Summary and Analysis
Act V: Scene 1
Back in Sicilia, Leontes' subjects are urging him to end his long years of penitence. Cleomenes urges that Leontes "do as the heavens have done, forget your evil;/ With them forgive yourself." But Leontes says that he cannot forgive himself as long as he remembers the virtues of Hermione and feels the absence of an heir. Paulina agrees with him and reminds her king that he killed Hermione.
When Dion suggests that Leontes remarry in order to create another heir, Paulina argues that not only are all women unworthy, but that it's impossible to counter Apollo's oracle. She also counsels Leontes to trust that a worthy heir will appear when needed.
In the presence of witnesses, Paulina extracts Leontes' pledge not to remarry until she selects the time and person; she envisions an older woman who looks exactly like Hermione at a time "when your first queen's again in breath." Suddenly, they are interrupted by a servant who announces that Prince Florizel has arrived with a beautiful bride. Leontes guesses that the visit has been forced "by need and accident."
Paulina attacks the servant's praise of the princess's beauty because she detects disloyalty to Hermione's superior beauty. The servant, however, apologizes but predicts that all will be similarly affected by this beautiful princess:
Women will love her, that she is a woman
More worth than any man; men, that she is
The rarest of all women. (VI.i. 110–12)
During the pause before Florizel's entrance, Paulina reminds her king that Mamillius would have been much like this prince. Leontes lashes: "Prithee, no more; cease. Thou know'st/ He dies to me again when talked of." When Florizel. enters, Leontes notes the young man's resemblance to Polixenes, and he praises the beauty of Perdita, but still, he says, he deeply regrets the loss of so many loved ones. The king then repeats his wish to see Polixenes again, and Florizel spins a tale about being here to represent Polixenes, who is too infirm to come himself. He describes Perdita as being the daughter of Smalus of Libya. Claiming that he sent the major portion of his party back to Bohemia after Perdita's weeping departure from Smalus, the young prince then boldly tells a fabricated story about their strange arrival.

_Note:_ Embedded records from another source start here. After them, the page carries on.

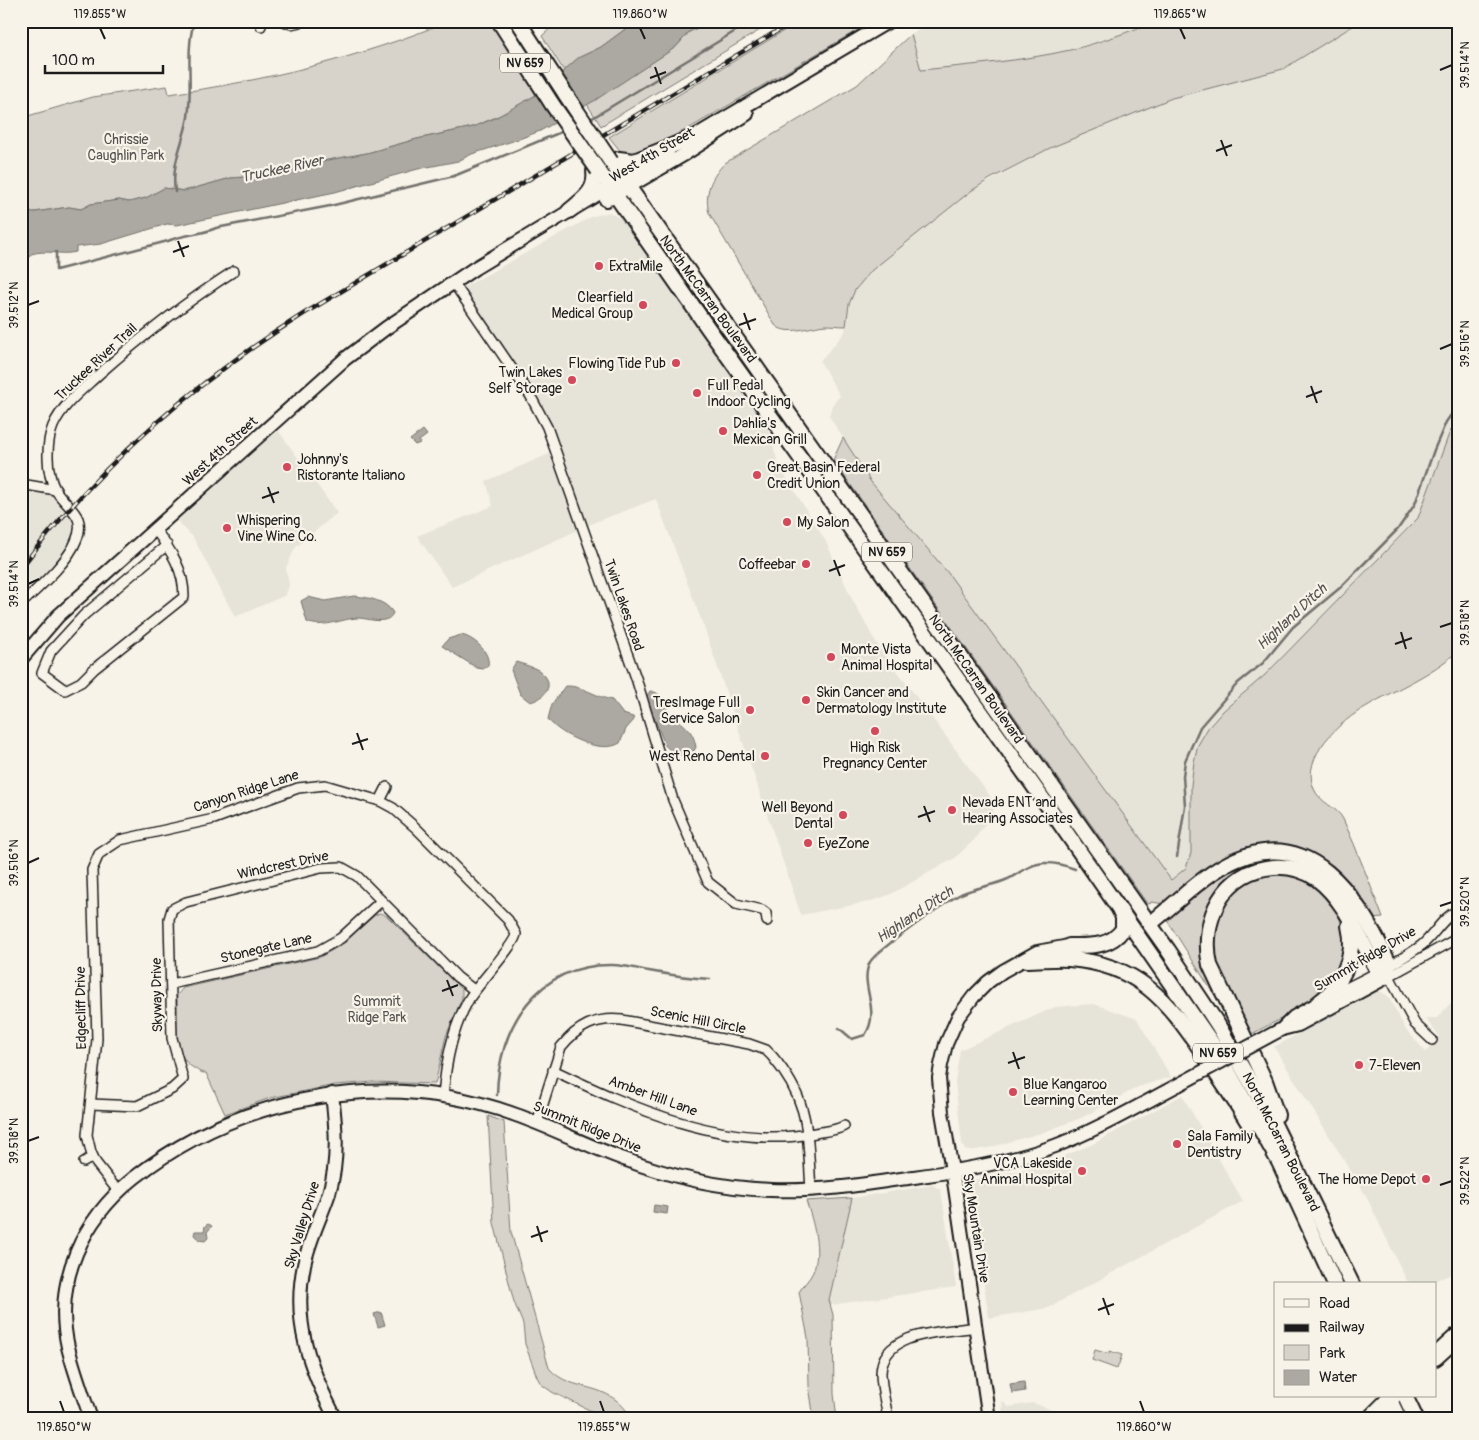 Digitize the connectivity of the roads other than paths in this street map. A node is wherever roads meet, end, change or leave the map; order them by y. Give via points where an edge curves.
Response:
1 (284, 21) edge
2 (304, 21) edge
3 (500, 21) edge
4 (518, 21) edge
5 (889, 21) edge
6 (857, 40) junction
7 (694, 136) junction
8 (615, 161) junction
9 (596, 171) junction
10 (626, 183) junction
11 (612, 191) junction
12 (570, 211) junction
13 (234, 271) dead end
14 (453, 282) junction
15 (783, 404) junction
16 (770, 415) junction
17 (21, 484) edge
18 (56, 490) junction
19 (155, 528) junction
20 (167, 545) junction
21 (21, 604) edge
22 (21, 659) edge
23 (387, 787) dead end
24 (380, 801) junction
25 (97, 858) joint
26 (381, 900) junction
27 (1113, 900) junction
28 (1340, 904) junction
29 (172, 909) joint
30 (1458, 910) edge
31 (767, 921) dead end
32 (1150, 924) junction
33 (1458, 938) edge
34 (1069, 946) joint
35 (1027, 960) junction
36 (1385, 970) junction
37 (171, 984) junction
38 (474, 990) junction
39 (1317, 1004) junction
40 (1282, 1029) junction
41 (1432, 1040) dead end
42 (553, 1070) junction
43 (332, 1094) junction
44 (443, 1096) junction
45 (91, 1104) junction
46 (538, 1123) junction
47 (844, 1126) dead end
48 (808, 1134) junction
49 (1289, 1154) junction
50 (92, 1157) junction
51 (84, 1162) dead end
52 (951, 1171) junction
53 (810, 1190) junction
54 (118, 1192) junction
55 (1303, 1217) junction
56 (1334, 1282) edge
57 (1351, 1282) edge
58 (976, 1327) junction
59 (1458, 1336) edge
60 (1436, 1350) edge
61 (1436, 1356) edge
62 (1393, 1398) edge
63 (1394, 1398) edge
64 (1395, 1398) edge
65 (91, 1419) edge
66 (336, 1419) edge
67 (888, 1419) edge
68 (989, 1419) edge
69 (1370, 1419) edge
70 (1399, 1419) edge
71 (1416, 1419) edge

1 - 2 street via 291,24
3 - 9 main road, North McCarran Boulevard / NV 659, bridge
4 - 8 main road, North McCarran Boulevard / NV 659, bridge via 588,128
5 - 6 street, West 4th Street
6 - 7 street, West 4th Street
6 - 10 street, West 4th Street via 709,139
7 - 8 main road via 634,161
7 - 10 street, West 4th Street
8 - 10 main road, North McCarran Boulevard / NV 659
9 - 11 main road, North McCarran Boulevard / NV 659
9 - 12 main road via 590,193
10 - 11 street, West 4th Street
10 - 15 main road, North McCarran Boulevard / NV 659
11 - 12 street, West 4th Street
11 - 14 street, West 4th Street via 540,238
11 - 16 main road, North McCarran Boulevard / NV 659
12 - 14 street, West 4th Street
13 - 18 street, Truckee River Trail via 139,340 66,405 53,426 49,453
14 - 19 street, West 4th Street via 345,360
14 - 31 street, Twin Lakes Road via 522,383 547,427 636,678 673,800 708,882 736,904 762,910
15 - 16 main road
15 - 32 main road, North McCarran Boulevard / NV 659
16 - 27 main road, North McCarran Boulevard / NV 659
17 - 18 street
18 - 21 street, Truckee River Trail via 76,513 78,537 65,558
19 - 20 street
19 - 22 street, West 4th Street via 58,616
20 - 20 street via 84,615 51,652 42,673 65,690 81,682 184,597 177,560
23 - 24 street
24 - 25 street, Canyon Ridge Lane via 332,786 308,785 214,819 120,840
24 - 38 street, Canyon Ridge Lane via 416,828 508,920 516,934 513,944
25 - 45 street, Edgecliff Drive via 91,880 97,1039
26 - 29 street, Windcrest Drive via 350,871 332,866 186,902
26 - 37 street, Stonegate Lane via 341,938 318,951
26 - 38 street, Windcrest Drive
27 - 34 main road via 1123,917 1123,929 1119,934 1106,944
27 - 55 main road, North McCarran Boulevard / NV 659 via 1218,1053 1280,1162
28 - 36 main road
28 - 39 main road via 1350,931 1349,957 1336,987
28 - 49 main road via 1325,886 1309,874 1291,868 1267,867 1248,873 1230,886 1218,901 1210,920 1207,946 1210,965 1265,1081
29 - 37 street, Skyway Drive via 169,920
30 - 36 street, Summit Ridge Drive via 1448,916 1423,944
32 - 36 main road via 1229,863 1261,853 1288,854 1318,864 1344,886
32 - 49 main road, North McCarran Boulevard / NV 659 via 1218,1025
33 - 36 street, Summit Ridge Drive
34 - 35 street, Sky Mountain Drive via 1044,950
35 - 52 street, Sky Mountain Drive via 995,976 974,996 958,1017 946,1044 940,1090
35 - 55 main road via 1065,959 1098,964 1128,974 1163,999 1246,1119
36 - 39 street, Summit Ridge Drive
36 - 40 street, Summit Ridge Drive via 1298,1025
36 - 41 street via 1415,1024
37 - 45 street, Skyway Drive via 173,1046 183,1079 172,1089 138,1106
38 - 44 street via 454,1034
39 - 40 street, Summit Ridge Drive via 1294,1017
40 - 52 street, Summit Ridge Drive, bridge via 1059,1144 1018,1158
42 - 46 street, Scenic Hill Circle
42 - 48 street, Amber Hill Lane via 638,1108 682,1123 748,1135
42 - 48 street, Scenic Hill Circle via 557,1055 569,1038 588,1024 600,1020 622,1020 749,1044 766,1050 778,1062 800,1098
43 - 44 street, Summit Ridge Drive via 384,1091
43 - 54 street, Summit Ridge Drive via 291,1102 227,1123 171,1152
43 - 66 street, Sky Valley Drive via 336,1137 333,1177 304,1264 300,1306 302,1334 310,1364
44 - 46 street, Summit Ridge Drive via 488,1106
45 - 50 street, Edgecliff Drive via 87,1135
46 - 53 street, Summit Ridge Drive via 626,1160 673,1175 740,1187
47 - 48 street, Amber Hill Lane
48 - 53 street, Scenic Hill Circle
49 - 57 main road, North McCarran Boulevard / NV 659
50 - 51 street
50 - 54 street, Edgecliff Drive
52 - 53 street, Summit Ridge Drive
52 - 58 street, Sky Mountain Drive
54 - 65 street, Summit Ridge Drive via 84,1235 72,1263 65,1296 68,1346
55 - 56 main road, North McCarran Boulevard / NV 659
58 - 67 street via 911,1337 893,1346 885,1357 881,1372
58 - 68 street, Sky Mountain Drive
59 - 60 highway
59 - 61 highway
62 - 69 highway
63 - 70 main road
64 - 71 main road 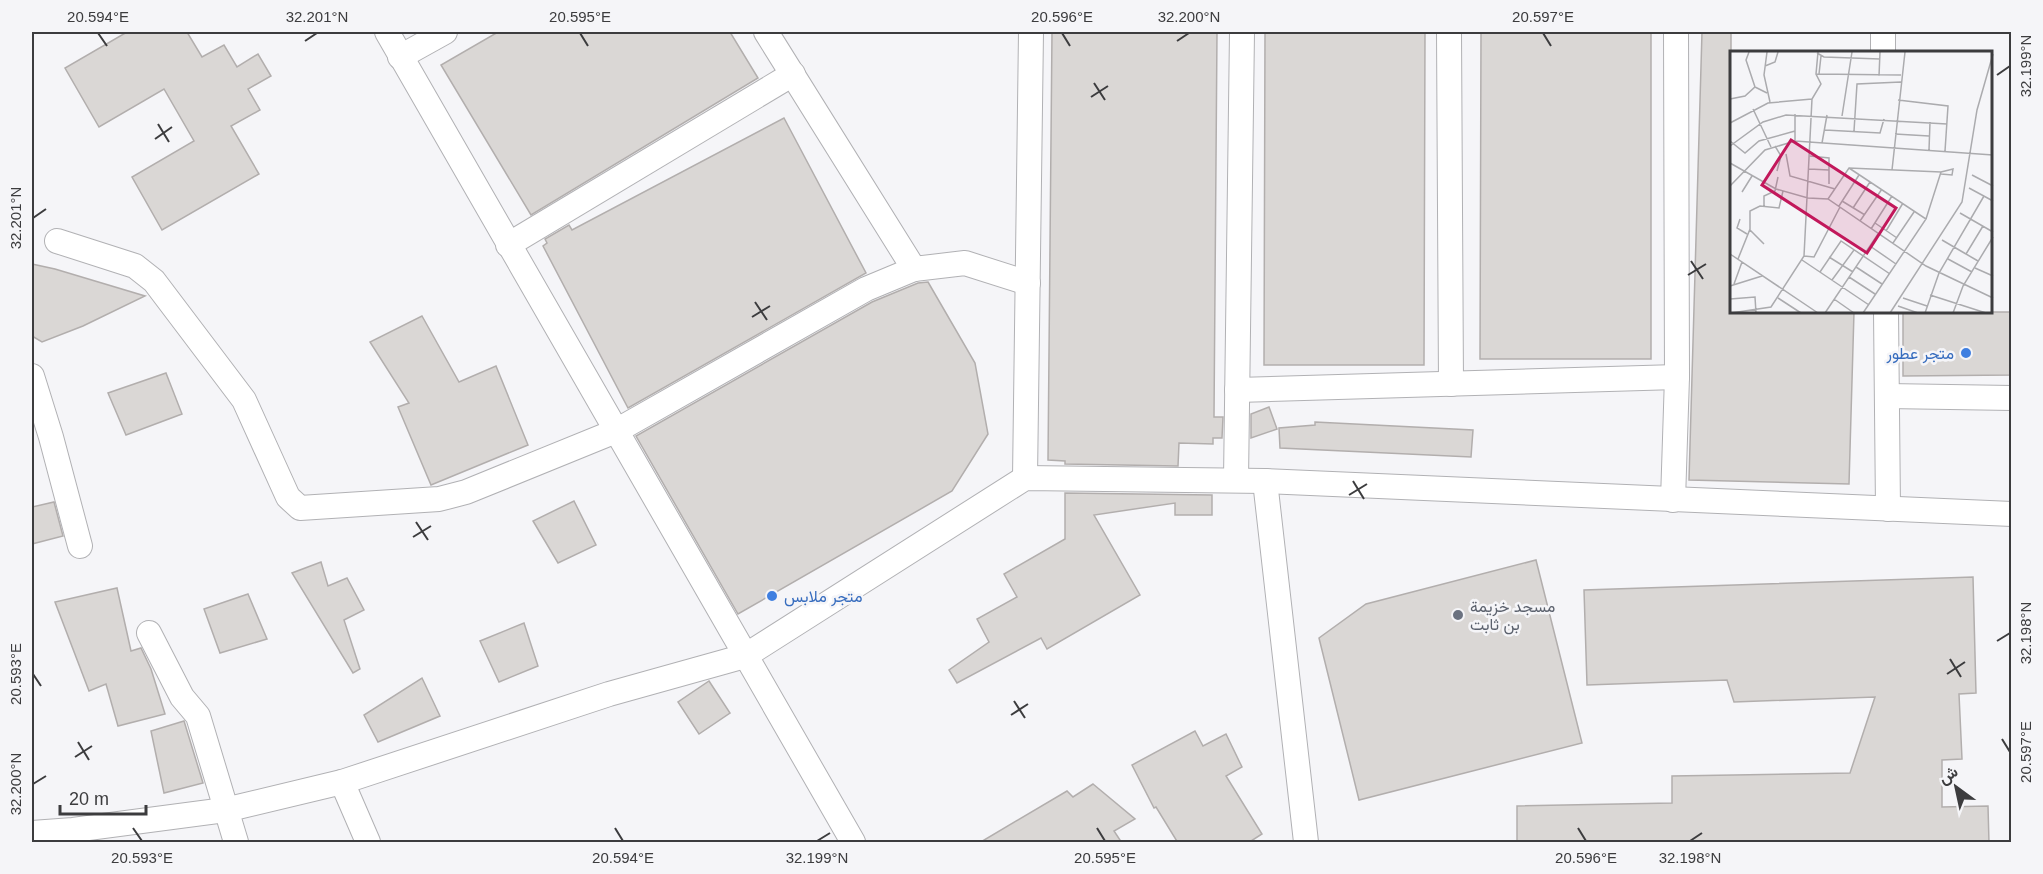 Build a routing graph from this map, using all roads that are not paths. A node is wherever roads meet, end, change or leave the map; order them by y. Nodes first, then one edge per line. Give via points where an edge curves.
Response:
1 (387, 32) edge
2 (445, 32) edge
3 (766, 32) edge
4 (1031, 32) edge
5 (1242, 32) edge
6 (1449, 32) edge
7 (1676, 32) edge
8 (1883, 32) edge
9 (1883, 51) edge
10 (400, 57) junction
11 (793, 74) junction
12 (57, 241) dead end
13 (508, 245) junction
14 (914, 269) junction
15 (1028, 283) junction
16 (1886, 314) edge
17 (32, 376) edge
18 (1677, 377) junction
19 (1451, 384) junction
20 (1237, 390) junction
21 (1887, 396) junction
22 (2012, 398) edge
23 (616, 431) junction
24 (1025, 478) junction
25 (1236, 480) junction
26 (1265, 480) junction
27 (1673, 500) junction
28 (1888, 509) junction
29 (2012, 514) edge
30 (80, 546) dead end
31 (149, 633) dead end
32 (745, 656) junction
33 (342, 782) junction
34 (225, 810) junction
35 (32, 833) edge
36 (236, 843) edge
37 (368, 843) edge
38 (853, 843) edge
39 (1306, 843) edge

1 - 10 street
2 - 10 street
3 - 11 street
4 - 15 street
5 - 20 street
6 - 19 street
7 - 18 street
8 - 9 street
10 - 13 street
11 - 13 street
11 - 14 street
12 - 23 street via 135,266 154,281 244,400 288,497 300,508 439,499 466,492
13 - 23 street
14 - 15 street via 965,263
14 - 23 street via 866,289
15 - 24 street
16 - 21 street
17 - 30 street
18 - 19 street
18 - 27 street
19 - 20 street
20 - 25 street
21 - 22 street
21 - 28 street
23 - 32 street
24 - 25 street
24 - 32 street
25 - 26 street
26 - 27 street
26 - 39 street
27 - 28 street
28 - 29 street
31 - 34 street via 182,697 198,716
32 - 33 street via 609,694
32 - 38 street
33 - 34 street
33 - 37 street
34 - 35 street
34 - 36 street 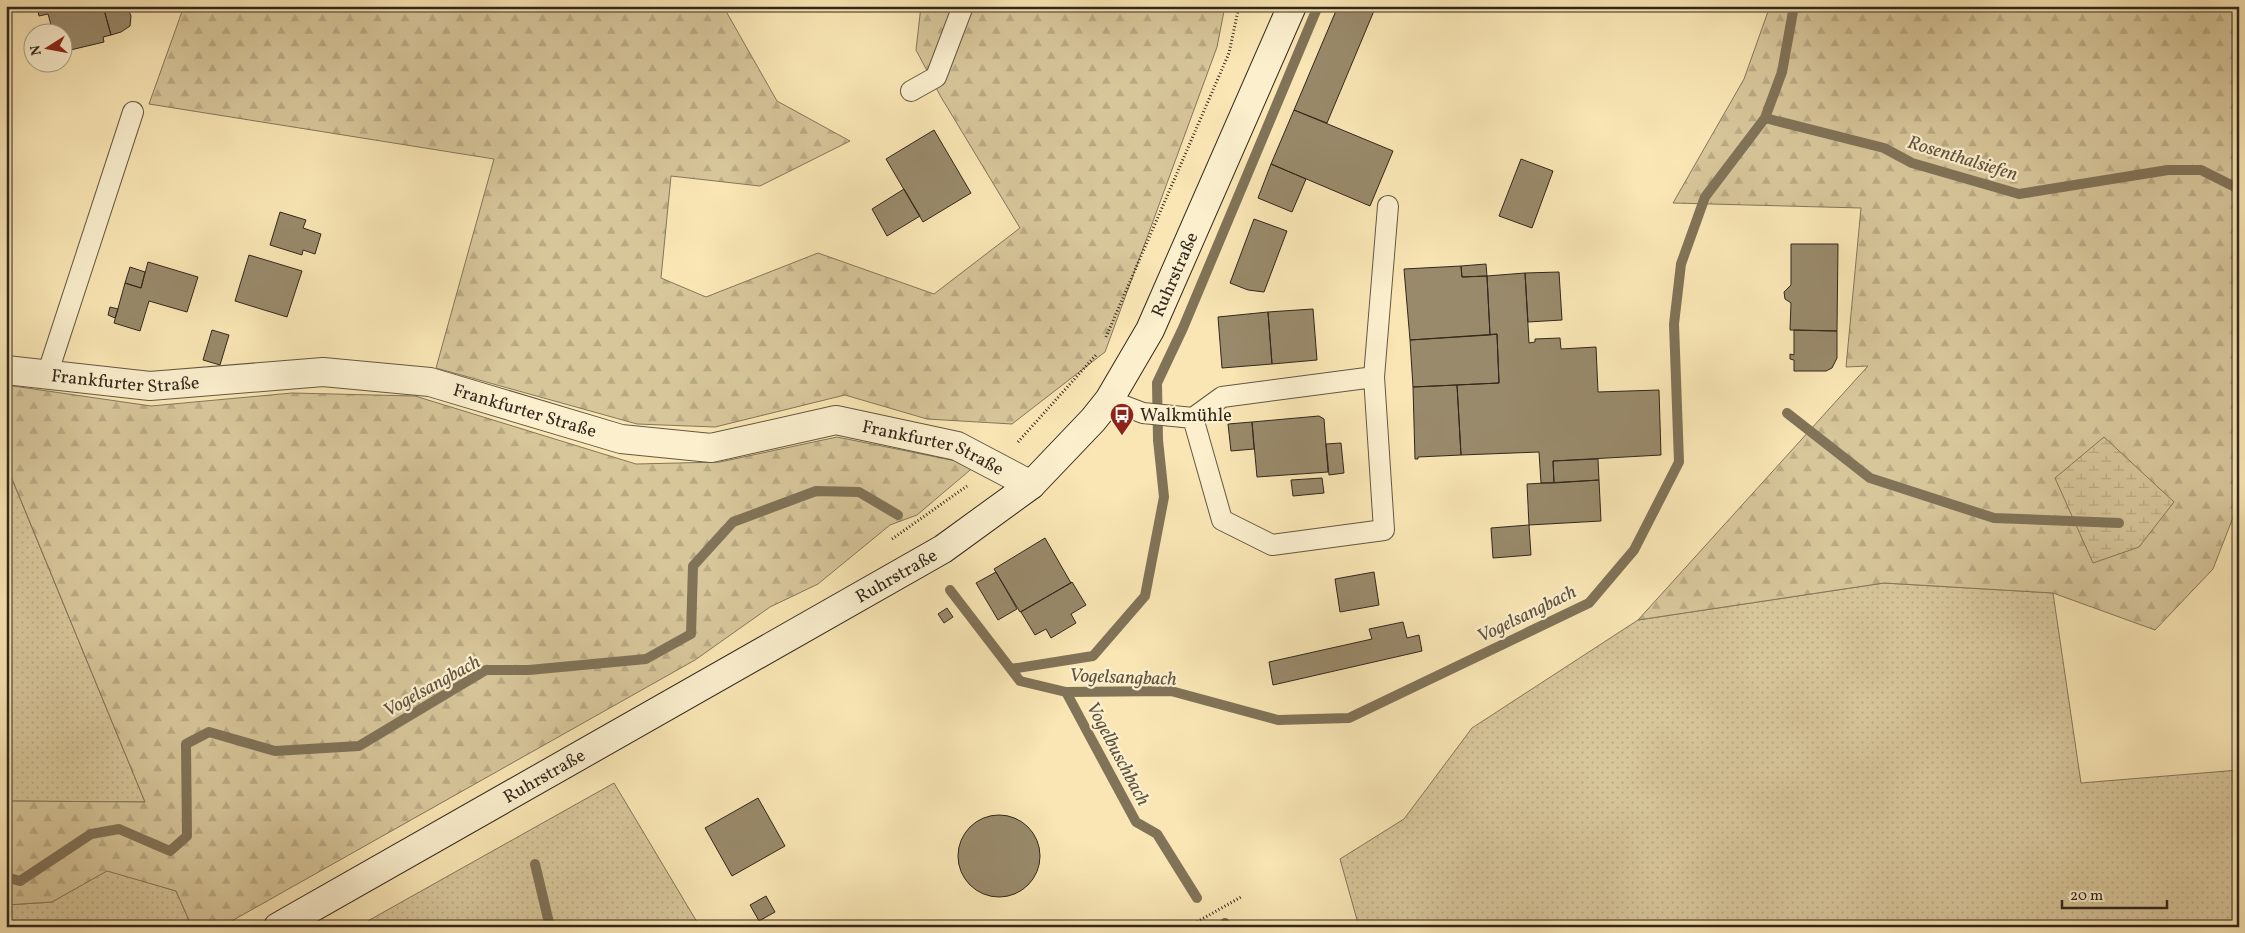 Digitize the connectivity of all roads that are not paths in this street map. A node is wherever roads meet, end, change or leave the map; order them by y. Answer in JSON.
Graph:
{"nodes":[{"id":1,"x":963,"y":6,"type":"edge"},
{"id":2,"x":1292,"y":6,"type":"edge"},
{"id":3,"x":911,"y":91,"type":"dead end"},
{"id":4,"x":133,"y":112,"type":"dead end"},
{"id":5,"x":1388,"y":206,"type":"dead end"},
{"id":6,"x":6,"y":370,"type":"edge"},
{"id":7,"x":47,"y":375,"type":"junction"},
{"id":8,"x":1374,"y":377,"type":"junction"},
{"id":9,"x":1109,"y":400,"type":"junction"},
{"id":10,"x":1193,"y":418,"type":"junction"},
{"id":11,"x":1030,"y":485,"type":"junction"},
{"id":12,"x":278,"y":927,"type":"edge"}],
"edges":[{"from":1,"to":3,"type":"lane"},
{"from":2,"to":9,"type":"main road","name":"Ruhrstraße"},
{"from":4,"to":7,"type":"lane"},
{"from":5,"to":8,"type":"lane"},
{"from":6,"to":7,"type":"main road","name":"Frankfurter Straße"},
{"from":7,"to":11,"type":"main road","name":"Frankfurter Straße"},
{"from":8,"to":10,"type":"lane"},
{"from":8,"to":10,"type":"lane"},
{"from":9,"to":10,"type":"lane"},
{"from":9,"to":11,"type":"main road","name":"Ruhrstraße"},
{"from":11,"to":12,"type":"main road","name":"Ruhrstraße"}]}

As Leontes expresses his envy of Polixenes' wonderful family, a Bohemian lord enters with Polixenes' request that Leontes arrest the disobedient prince and the shepherd's daughter who married him. This lord says that Polixenes is in the city, but has paused to confront the shepherd and the clown.
Florizel protests, "Camillo has betrayed me." The Bohemian lord confirms that Camillo is with Polixenes. Perdita says that she regrets the suffering of her father and the unlikelihood of her marriage being recognized. Leontes regrets that Florizel angered his father and that Perdita failed to qualify for a royal marriage.
Although Florizel has voiced doubts ("The stars, I see, will kiss the valleys first"), he begs Leontes to petition Polixenes for permission to allow him to keep Perdita as his wife. Leontes' eagerness to cooperate, because of his fascination for Perdita, brings a protest from Paulina; "Your eye hath too much youth in't." The king swears that he thinks only of Hermione when he stares at Perdita.
Although chances for "renewal" once seemed impossible, they now seem resolvable. Leontes is almost to be purged of the sickness that once twisted him. Perdita, the lost heir, has returned, although she has not yet been recognized. And Leontes, by sympathizing with the young couple's spirit of love, begins to take steps that can heal most of his past destruction of the spiritual and natural order.